##### RECORD EXCERPTS
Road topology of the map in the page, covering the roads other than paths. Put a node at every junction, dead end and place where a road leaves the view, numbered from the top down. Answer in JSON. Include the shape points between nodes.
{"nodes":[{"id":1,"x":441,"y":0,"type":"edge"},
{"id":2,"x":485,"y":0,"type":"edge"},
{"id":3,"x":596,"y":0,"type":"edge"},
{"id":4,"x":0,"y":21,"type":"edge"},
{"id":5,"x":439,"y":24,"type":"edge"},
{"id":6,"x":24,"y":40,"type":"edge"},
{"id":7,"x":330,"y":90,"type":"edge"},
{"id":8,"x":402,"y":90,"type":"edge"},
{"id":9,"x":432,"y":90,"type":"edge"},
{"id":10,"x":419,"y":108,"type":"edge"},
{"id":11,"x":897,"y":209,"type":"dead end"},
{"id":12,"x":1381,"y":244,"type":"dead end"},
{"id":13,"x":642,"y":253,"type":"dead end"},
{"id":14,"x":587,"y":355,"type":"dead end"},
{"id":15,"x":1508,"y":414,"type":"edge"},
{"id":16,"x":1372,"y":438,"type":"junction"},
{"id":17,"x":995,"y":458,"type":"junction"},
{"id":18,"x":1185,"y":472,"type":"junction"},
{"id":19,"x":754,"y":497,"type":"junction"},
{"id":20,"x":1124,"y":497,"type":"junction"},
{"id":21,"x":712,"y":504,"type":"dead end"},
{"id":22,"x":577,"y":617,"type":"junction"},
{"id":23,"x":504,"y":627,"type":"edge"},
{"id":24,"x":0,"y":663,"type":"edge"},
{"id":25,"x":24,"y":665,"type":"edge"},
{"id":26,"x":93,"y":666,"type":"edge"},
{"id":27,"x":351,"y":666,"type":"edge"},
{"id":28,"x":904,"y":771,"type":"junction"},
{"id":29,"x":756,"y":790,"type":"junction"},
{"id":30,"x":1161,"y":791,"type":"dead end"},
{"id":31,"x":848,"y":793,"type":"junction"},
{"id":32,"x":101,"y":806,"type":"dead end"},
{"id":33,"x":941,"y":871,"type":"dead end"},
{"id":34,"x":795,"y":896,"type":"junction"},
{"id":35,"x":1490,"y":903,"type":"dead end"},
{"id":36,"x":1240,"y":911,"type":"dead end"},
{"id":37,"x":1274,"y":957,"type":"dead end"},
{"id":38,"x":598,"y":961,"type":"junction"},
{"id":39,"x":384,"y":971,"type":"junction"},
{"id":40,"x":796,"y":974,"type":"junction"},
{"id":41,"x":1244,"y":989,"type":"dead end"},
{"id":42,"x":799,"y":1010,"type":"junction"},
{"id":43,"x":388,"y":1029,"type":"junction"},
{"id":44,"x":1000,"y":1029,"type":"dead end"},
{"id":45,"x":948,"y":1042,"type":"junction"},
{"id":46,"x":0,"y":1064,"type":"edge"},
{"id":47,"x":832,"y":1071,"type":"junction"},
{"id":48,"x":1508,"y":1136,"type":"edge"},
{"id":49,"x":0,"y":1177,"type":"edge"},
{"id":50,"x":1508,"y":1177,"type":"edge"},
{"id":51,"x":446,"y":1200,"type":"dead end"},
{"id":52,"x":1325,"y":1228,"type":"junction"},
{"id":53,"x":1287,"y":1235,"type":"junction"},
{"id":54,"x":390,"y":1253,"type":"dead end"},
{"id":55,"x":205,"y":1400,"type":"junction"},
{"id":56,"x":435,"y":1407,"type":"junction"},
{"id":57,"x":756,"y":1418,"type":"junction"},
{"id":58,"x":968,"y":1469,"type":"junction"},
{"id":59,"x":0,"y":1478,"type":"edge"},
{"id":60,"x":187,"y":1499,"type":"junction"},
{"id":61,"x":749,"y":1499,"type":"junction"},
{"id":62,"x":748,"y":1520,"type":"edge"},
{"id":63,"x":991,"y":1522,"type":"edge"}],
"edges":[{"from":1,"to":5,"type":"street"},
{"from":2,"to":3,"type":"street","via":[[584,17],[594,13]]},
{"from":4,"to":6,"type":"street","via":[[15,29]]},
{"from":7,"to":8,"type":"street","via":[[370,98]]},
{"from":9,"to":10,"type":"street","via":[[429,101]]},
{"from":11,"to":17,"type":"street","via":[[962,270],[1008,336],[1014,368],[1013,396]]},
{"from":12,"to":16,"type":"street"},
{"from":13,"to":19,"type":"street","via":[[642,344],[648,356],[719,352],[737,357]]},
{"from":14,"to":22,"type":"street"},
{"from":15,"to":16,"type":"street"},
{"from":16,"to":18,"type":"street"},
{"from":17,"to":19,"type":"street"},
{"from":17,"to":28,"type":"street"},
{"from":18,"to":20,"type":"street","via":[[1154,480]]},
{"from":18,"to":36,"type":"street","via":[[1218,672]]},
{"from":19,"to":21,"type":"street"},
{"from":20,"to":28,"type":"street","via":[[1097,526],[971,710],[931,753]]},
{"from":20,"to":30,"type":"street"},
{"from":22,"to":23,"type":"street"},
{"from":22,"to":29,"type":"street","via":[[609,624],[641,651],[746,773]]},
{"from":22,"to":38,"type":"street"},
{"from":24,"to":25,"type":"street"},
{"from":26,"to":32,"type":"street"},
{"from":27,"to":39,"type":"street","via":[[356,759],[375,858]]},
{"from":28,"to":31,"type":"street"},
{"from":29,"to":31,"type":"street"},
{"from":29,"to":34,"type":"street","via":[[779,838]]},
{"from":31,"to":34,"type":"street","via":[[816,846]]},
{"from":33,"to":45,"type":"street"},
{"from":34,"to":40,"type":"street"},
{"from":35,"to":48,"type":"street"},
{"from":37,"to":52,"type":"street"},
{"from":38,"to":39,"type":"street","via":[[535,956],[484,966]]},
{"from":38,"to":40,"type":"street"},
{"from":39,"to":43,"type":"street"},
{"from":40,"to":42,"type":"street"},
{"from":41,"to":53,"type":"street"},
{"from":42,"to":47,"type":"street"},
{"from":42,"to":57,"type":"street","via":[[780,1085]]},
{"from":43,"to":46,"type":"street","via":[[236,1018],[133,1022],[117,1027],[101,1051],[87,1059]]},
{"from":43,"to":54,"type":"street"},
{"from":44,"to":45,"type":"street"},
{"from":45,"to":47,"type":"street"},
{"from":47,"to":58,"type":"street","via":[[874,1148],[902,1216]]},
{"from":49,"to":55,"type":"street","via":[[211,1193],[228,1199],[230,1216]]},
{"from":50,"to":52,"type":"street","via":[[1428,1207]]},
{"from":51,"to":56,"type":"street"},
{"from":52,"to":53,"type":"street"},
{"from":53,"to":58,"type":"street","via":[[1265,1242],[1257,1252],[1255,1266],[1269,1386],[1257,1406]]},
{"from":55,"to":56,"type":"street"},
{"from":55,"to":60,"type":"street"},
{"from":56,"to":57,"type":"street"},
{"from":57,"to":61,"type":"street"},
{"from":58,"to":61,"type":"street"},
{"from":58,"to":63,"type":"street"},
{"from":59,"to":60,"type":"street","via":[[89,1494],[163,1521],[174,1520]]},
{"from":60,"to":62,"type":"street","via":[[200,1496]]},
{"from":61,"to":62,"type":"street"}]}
##########
### WORK ITEM
Every record shown above must be echoed exactly.

### WRITTEN ANSWER
Road topology of the map in the page, covering the roads other than paths. Put a node at every junction, dead end and place where a road leaves the view, numbered from the top down. Answer in JSON. Include the shape points between nodes.
{"nodes":[{"id":1,"x":441,"y":0,"type":"edge"},
{"id":2,"x":485,"y":0,"type":"edge"},
{"id":3,"x":596,"y":0,"type":"edge"},
{"id":4,"x":0,"y":21,"type":"edge"},
{"id":5,"x":439,"y":24,"type":"edge"},
{"id":6,"x":24,"y":40,"type":"edge"},
{"id":7,"x":330,"y":90,"type":"edge"},
{"id":8,"x":402,"y":90,"type":"edge"},
{"id":9,"x":432,"y":90,"type":"edge"},
{"id":10,"x":419,"y":108,"type":"edge"},
{"id":11,"x":897,"y":209,"type":"dead end"},
{"id":12,"x":1381,"y":244,"type":"dead end"},
{"id":13,"x":642,"y":253,"type":"dead end"},
{"id":14,"x":587,"y":355,"type":"dead end"},
{"id":15,"x":1508,"y":414,"type":"edge"},
{"id":16,"x":1372,"y":438,"type":"junction"},
{"id":17,"x":995,"y":458,"type":"junction"},
{"id":18,"x":1185,"y":472,"type":"junction"},
{"id":19,"x":754,"y":497,"type":"junction"},
{"id":20,"x":1124,"y":497,"type":"junction"},
{"id":21,"x":712,"y":504,"type":"dead end"},
{"id":22,"x":577,"y":617,"type":"junction"},
{"id":23,"x":504,"y":627,"type":"edge"},
{"id":24,"x":0,"y":663,"type":"edge"},
{"id":25,"x":24,"y":665,"type":"edge"},
{"id":26,"x":93,"y":666,"type":"edge"},
{"id":27,"x":351,"y":666,"type":"edge"},
{"id":28,"x":904,"y":771,"type":"junction"},
{"id":29,"x":756,"y":790,"type":"junction"},
{"id":30,"x":1161,"y":791,"type":"dead end"},
{"id":31,"x":848,"y":793,"type":"junction"},
{"id":32,"x":101,"y":806,"type":"dead end"},
{"id":33,"x":941,"y":871,"type":"dead end"},
{"id":34,"x":795,"y":896,"type":"junction"},
{"id":35,"x":1490,"y":903,"type":"dead end"},
{"id":36,"x":1240,"y":911,"type":"dead end"},
{"id":37,"x":1274,"y":957,"type":"dead end"},
{"id":38,"x":598,"y":961,"type":"junction"},
{"id":39,"x":384,"y":971,"type":"junction"},
{"id":40,"x":796,"y":974,"type":"junction"},
{"id":41,"x":1244,"y":989,"type":"dead end"},
{"id":42,"x":799,"y":1010,"type":"junction"},
{"id":43,"x":388,"y":1029,"type":"junction"},
{"id":44,"x":1000,"y":1029,"type":"dead end"},
{"id":45,"x":948,"y":1042,"type":"junction"},
{"id":46,"x":0,"y":1064,"type":"edge"},
{"id":47,"x":832,"y":1071,"type":"junction"},
{"id":48,"x":1508,"y":1136,"type":"edge"},
{"id":49,"x":0,"y":1177,"type":"edge"},
{"id":50,"x":1508,"y":1177,"type":"edge"},
{"id":51,"x":446,"y":1200,"type":"dead end"},
{"id":52,"x":1325,"y":1228,"type":"junction"},
{"id":53,"x":1287,"y":1235,"type":"junction"},
{"id":54,"x":390,"y":1253,"type":"dead end"},
{"id":55,"x":205,"y":1400,"type":"junction"},
{"id":56,"x":435,"y":1407,"type":"junction"},
{"id":57,"x":756,"y":1418,"type":"junction"},
{"id":58,"x":968,"y":1469,"type":"junction"},
{"id":59,"x":0,"y":1478,"type":"edge"},
{"id":60,"x":187,"y":1499,"type":"junction"},
{"id":61,"x":749,"y":1499,"type":"junction"},
{"id":62,"x":748,"y":1520,"type":"edge"},
{"id":63,"x":991,"y":1522,"type":"edge"}],
"edges":[{"from":1,"to":5,"type":"street"},
{"from":2,"to":3,"type":"street","via":[[584,17],[594,13]]},
{"from":4,"to":6,"type":"street","via":[[15,29]]},
{"from":7,"to":8,"type":"street","via":[[370,98]]},
{"from":9,"to":10,"type":"street","via":[[429,101]]},
{"from":11,"to":17,"type":"street","via":[[962,270],[1008,336],[1014,368],[1013,396]]},
{"from":12,"to":16,"type":"street"},
{"from":13,"to":19,"type":"street","via":[[642,344],[648,356],[719,352],[737,357]]},
{"from":14,"to":22,"type":"street"},
{"from":15,"to":16,"type":"street"},
{"from":16,"to":18,"type":"street"},
{"from":17,"to":19,"type":"street"},
{"from":17,"to":28,"type":"street"},
{"from":18,"to":20,"type":"street","via":[[1154,480]]},
{"from":18,"to":36,"type":"street","via":[[1218,672]]},
{"from":19,"to":21,"type":"street"},
{"from":20,"to":28,"type":"street","via":[[1097,526],[971,710],[931,753]]},
{"from":20,"to":30,"type":"street"},
{"from":22,"to":23,"type":"street"},
{"from":22,"to":29,"type":"street","via":[[609,624],[641,651],[746,773]]},
{"from":22,"to":38,"type":"street"},
{"from":24,"to":25,"type":"street"},
{"from":26,"to":32,"type":"street"},
{"from":27,"to":39,"type":"street","via":[[356,759],[375,858]]},
{"from":28,"to":31,"type":"street"},
{"from":29,"to":31,"type":"street"},
{"from":29,"to":34,"type":"street","via":[[779,838]]},
{"from":31,"to":34,"type":"street","via":[[816,846]]},
{"from":33,"to":45,"type":"street"},
{"from":34,"to":40,"type":"street"},
{"from":35,"to":48,"type":"street"},
{"from":37,"to":52,"type":"street"},
{"from":38,"to":39,"type":"street","via":[[535,956],[484,966]]},
{"from":38,"to":40,"type":"street"},
{"from":39,"to":43,"type":"street"},
{"from":40,"to":42,"type":"street"},
{"from":41,"to":53,"type":"street"},
{"from":42,"to":47,"type":"street"},
{"from":42,"to":57,"type":"street","via":[[780,1085]]},
{"from":43,"to":46,"type":"street","via":[[236,1018],[133,1022],[117,1027],[101,1051],[87,1059]]},
{"from":43,"to":54,"type":"street"},
{"from":44,"to":45,"type":"street"},
{"from":45,"to":47,"type":"street"},
{"from":47,"to":58,"type":"street","via":[[874,1148],[902,1216]]},
{"from":49,"to":55,"type":"street","via":[[211,1193],[228,1199],[230,1216]]},
{"from":50,"to":52,"type":"street","via":[[1428,1207]]},
{"from":51,"to":56,"type":"street"},
{"from":52,"to":53,"type":"street"},
{"from":53,"to":58,"type":"street","via":[[1265,1242],[1257,1252],[1255,1266],[1269,1386],[1257,1406]]},
{"from":55,"to":56,"type":"street"},
{"from":55,"to":60,"type":"street"},
{"from":56,"to":57,"type":"street"},
{"from":57,"to":61,"type":"street"},
{"from":58,"to":61,"type":"street"},
{"from":58,"to":63,"type":"street"},
{"from":59,"to":60,"type":"street","via":[[89,1494],[163,1521],[174,1520]]},
{"from":60,"to":62,"type":"street","via":[[200,1496]]},
{"from":61,"to":62,"type":"street"}]}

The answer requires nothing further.